Among those killed this year were Restrepo filmmaker Tim Hetherington and photographer Chris Hondros, both acclaimed journalists, who were covering the protests-turned-civil war in Libya. They were killed in the same incident, by mortar launched by government forces.

Press freedom group Reporters Without Borders said: “In many countries, 2011 was a year of demonstrations and struggles for liberty and democracy; most rulers responded with systemic violence. The aim was not just to nip the protests in the bud, but also to suppress reporting on them.”

Coverage of the Arab Spring protests resulted in the loss of many media professionals. In addition to Mr Hetherington and Mr Hondros, three others were killed in Libya, two in Yemen, two in Bahrain, two in Egypt, one each in Syria and Tunisia.

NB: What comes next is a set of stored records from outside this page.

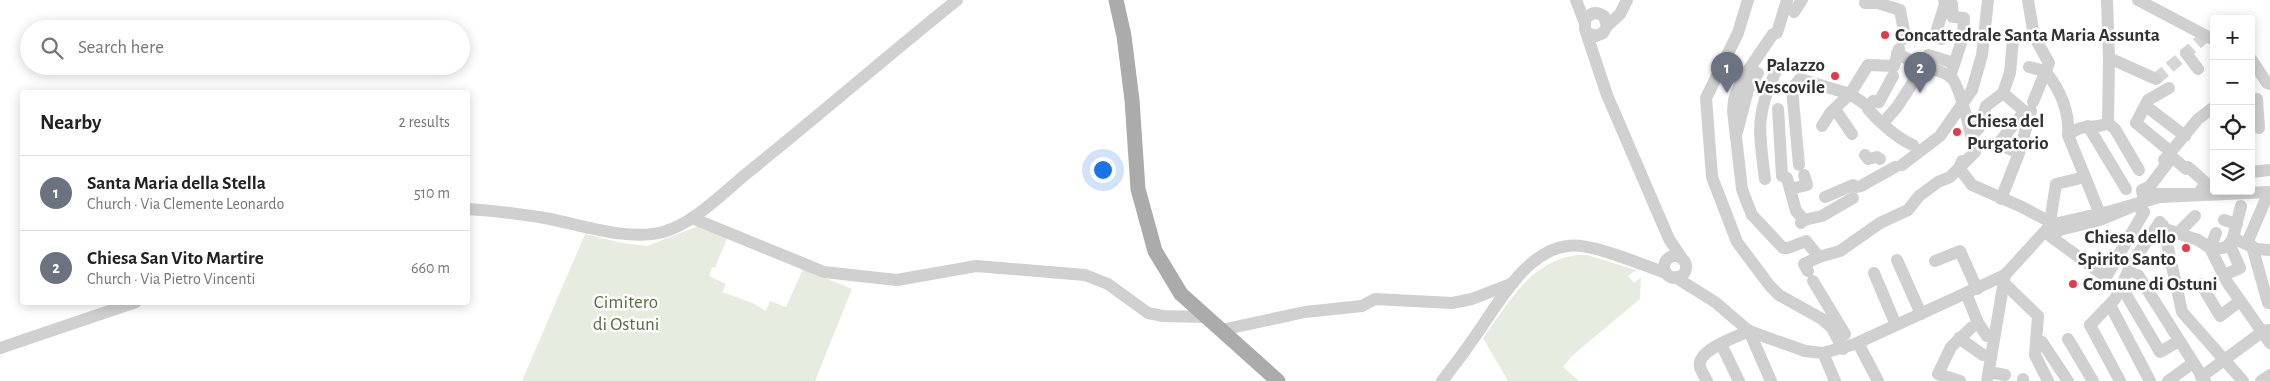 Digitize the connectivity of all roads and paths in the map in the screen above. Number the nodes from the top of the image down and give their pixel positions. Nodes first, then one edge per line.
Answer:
1 (957, 0) edge
2 (1116, 0) edge
3 (1576, 0) edge
4 (1748, 0) edge
5 (1788, 0) edge
6 (1802, 0) edge
7 (1866, 0) edge
8 (1988, 0) edge
9 (2028, 0) edge
10 (2106, 0) edge
11 (2138, 0) edge
12 (1944, 2) edge
13 (1625, 4) edge
14 (1789, 14) junction
15 (1596, 24) junction
16 (1938, 37) dead end
17 (2210, 38) edge
18 (2013, 39) dead end
19 (1900, 47) junction
20 (2186, 54) dead end
21 (1928, 55) dead end
22 (2109, 58) junction
23 (2252, 60) edge
24 (1954, 63) junction
25 (1918, 65) junction
26 (2029, 67) dead end
27 (2198, 70) dead end
28 (1776, 71) dead end
29 (1892, 71) junction
30 (2045, 71) junction
31 (1758, 73) dead end
32 (1950, 77) junction
33 (2156, 79) dead end
34 (2268, 84) edge
35 (2169, 88) tunnel mouth
36 (1853, 89) junction
37 (2002, 93) junction
38 (2259, 99) edge
39 (1962, 104) junction
40 (1869, 107) junction
41 (1778, 109) dead end
42 (1835, 109) junction
43 (2029, 110) junction
44 (2151, 110) dead end
45 (2210, 110) edge
46 (2108, 122) junction
47 (1883, 123) junction
48 (1822, 126) dead end
49 (2088, 126) junction
50 (2258, 128) dead end
51 (1736, 134) junction
52 (1852, 134) dead end
53 (1972, 135) junction
54 (2068, 135) junction
55 (2184, 136) junction
56 (1913, 145) dead end
57 (2171, 152) junction
58 (2019, 153) junction
59 (1866, 155) dead end
60 (1880, 159) dead end
61 (1960, 168) junction
62 (2139, 170) dead end
63 (2270, 170) edge
64 (2255, 172) edge
65 (2085, 177) junction
66 (1765, 179) dead end
67 (2209, 184) edge
68 (1790, 189) junction
69 (2270, 192) edge
70 (1851, 193) junction
71 (2136, 193) junction
72 (1826, 197) dead end
73 (2001, 199) junction
74 (2241, 206) dead end
75 (470, 209) edge
76 (2106, 212) junction
77 (2195, 216) dead end
78 (692, 218) junction
79 (2224, 220) dead end
80 (2237, 224) junction
81 (2055, 225) junction
82 (2168, 230) junction
83 (2216, 233) dead end
84 (2231, 242) junction
85 (2249, 245) junction
86 (2210, 248) junction
87 (2270, 250) edge
88 (1819, 257) junction
89 (1896, 260) dead end
90 (1935, 262) dead end
91 (1671, 267) junction
92 (1874, 273) dead end
93 (2138, 275) dead end
94 (2224, 275) junction
95 (2005, 279) junction
96 (1513, 283) junction
97 (2201, 284) dead end
98 (2121, 286) junction
99 (1972, 291) junction
100 (2240, 301) junction
101 (2269, 302) edge
102 (127, 305) edge
103 (2110, 305) junction
104 (1921, 314) junction
105 (2250, 316) junction
106 (1207, 318) junction
107 (1896, 325) junction
108 (1972, 327) dead end
109 (1221, 330) junction
110 (2266, 330) edge
111 (1748, 331) junction
112 (1987, 336) dead end
113 (1960, 338) junction
114 (2068, 339) dead end
115 (2179, 341) junction
116 (2042, 342) dead end
117 (2270, 343) edge
118 (1721, 344) junction
119 (1851, 346) junction
120 (0, 348) edge
121 (1823, 353) junction
122 (1983, 355) dead end
123 (2224, 358) junction
124 (2193, 363) junction
125 (2005, 375) dead end
126 (2270, 375) edge
127 (1988, 376) edge
128 (2203, 379) edge
129 (1278, 381) edge
130 (1442, 381) edge
131 (1707, 381) edge
132 (1739, 381) edge
133 (1771, 381) edge
134 (1835, 381) edge
135 (1878, 381) edge
136 (1960, 381) edge
137 (2048, 381) edge
138 (2068, 381) edge
139 (2093, 381) edge
140 (2120, 381) edge
141 (2150, 381) edge
142 (2168, 381) edge
143 (2243, 381) edge
144 (2261, 381) edge

1 - 78 street
2 - 106 main road
3 - 15 street
4 - 119 street
5 - 14 street
6 - 14 street
7 - 19 street
8 - 39 street
9 - 30 street
10 - 22 street
11 - 17 street
12 - 16 street
12 - 24 street
13 - 15 street
14 - 51 street
15 - 91 street
18 - 37 street
19 - 25 street
19 - 29 street
20 - 27 street
21 - 24 street
22 - 33 street
22 - 46 street
23 - 34 street
24 - 32 street
25 - 32 street
25 - 47 street
26 - 30 street
28 - 66 street
29 - 36 street
29 - 40 street
30 - 43 street
30 - 54 street
31 - 51 street
32 - 39 street
35 - 57 street
36 - 40 street
36 - 42 street
36 - 68 street
37 - 43 street
37 - 53 street
38 - 50 street
39 - 53 street
39 - 70 street
40 - 47 street
41 - 68 street
42 - 48 street
42 - 52 street
43 - 58 street
43 - 58 street
44 - 55 street
45 - 55 street
46 - 49 street
46 - 62 street
47 - 56 street
49 - 54 street
49 - 71 street
51 - 88 street
53 - 61 street
54 - 65 street
55 - 57 street
57 - 71 street
58 - 73 street
59 - 60 street
61 - 73 street
61 - 88 street
63 - 64 street
65 - 76 street
65 - 81 street
67 - 67 street
67 - 69 street
67 - 71 street
68 - 70 street
69 - 85 street
70 - 72 street
71 - 76 street
71 - 82 street
73 - 81 street
74 - 80 street
75 - 78 street
76 - 81 street
77 - 82 street
78 - 106 street
79 - 80 street
80 - 84 street
81 - 81 street
81 - 95 street
82 - 86 street
82 - 98 street
82 - 123 street
83 - 86 street
84 - 85 street
84 - 86 street
84 - 94 street
85 - 87 street
85 - 101 street
86 - 94 street
88 - 119 street
89 - 104 street
90 - 99 street
91 - 96 street
91 - 111 street
92 - 107 street
93 - 115 street
94 - 100 street
95 - 99 street
95 - 127 street
95 - 137 street
96 - 109 street
96 - 130 street
97 - 100 street
98 - 103 street
98 - 115 street
99 - 104 street
99 - 112 street
100 - 105 street
101 - 105 street
102 - 120 street
103 - 140 street
103 - 141 street
104 - 107 street
105 - 110 street
106 - 109 main road
107 - 119 street
108 - 113 street
109 - 129 main road
110 - 117 street
110 - 123 street
111 - 118 street
111 - 121 street
111 - 133 street
113 - 122 street
113 - 136 street
114 - 139 street
115 - 124 street
116 - 138 street
118 - 131 street
118 - 132 street
119 - 121 street
119 - 135 street
121 - 134 street
123 - 128 street
123 - 143 street
124 - 128 street
124 - 142 street
125 - 127 street
126 - 144 street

Reporter Ahmed Tarek said: “journalists working in this environment are in no less danger than war correspondents covering an armed conflict”.

While deaths while on dangerous assignments reached a record high in 2011, targeted murders of journalists were down.

The majority of journalist deaths were in Pakistan, five of seven, appear to be targeted and all are unsolved.

“The government should be taking it seriously and realise it is their duty to protect journalists. If a journalist is threatened, the culprit should be brought to justice,” Pakistani journalist Umar Cheema, who was abducted and assaulted last year, told the watchdog.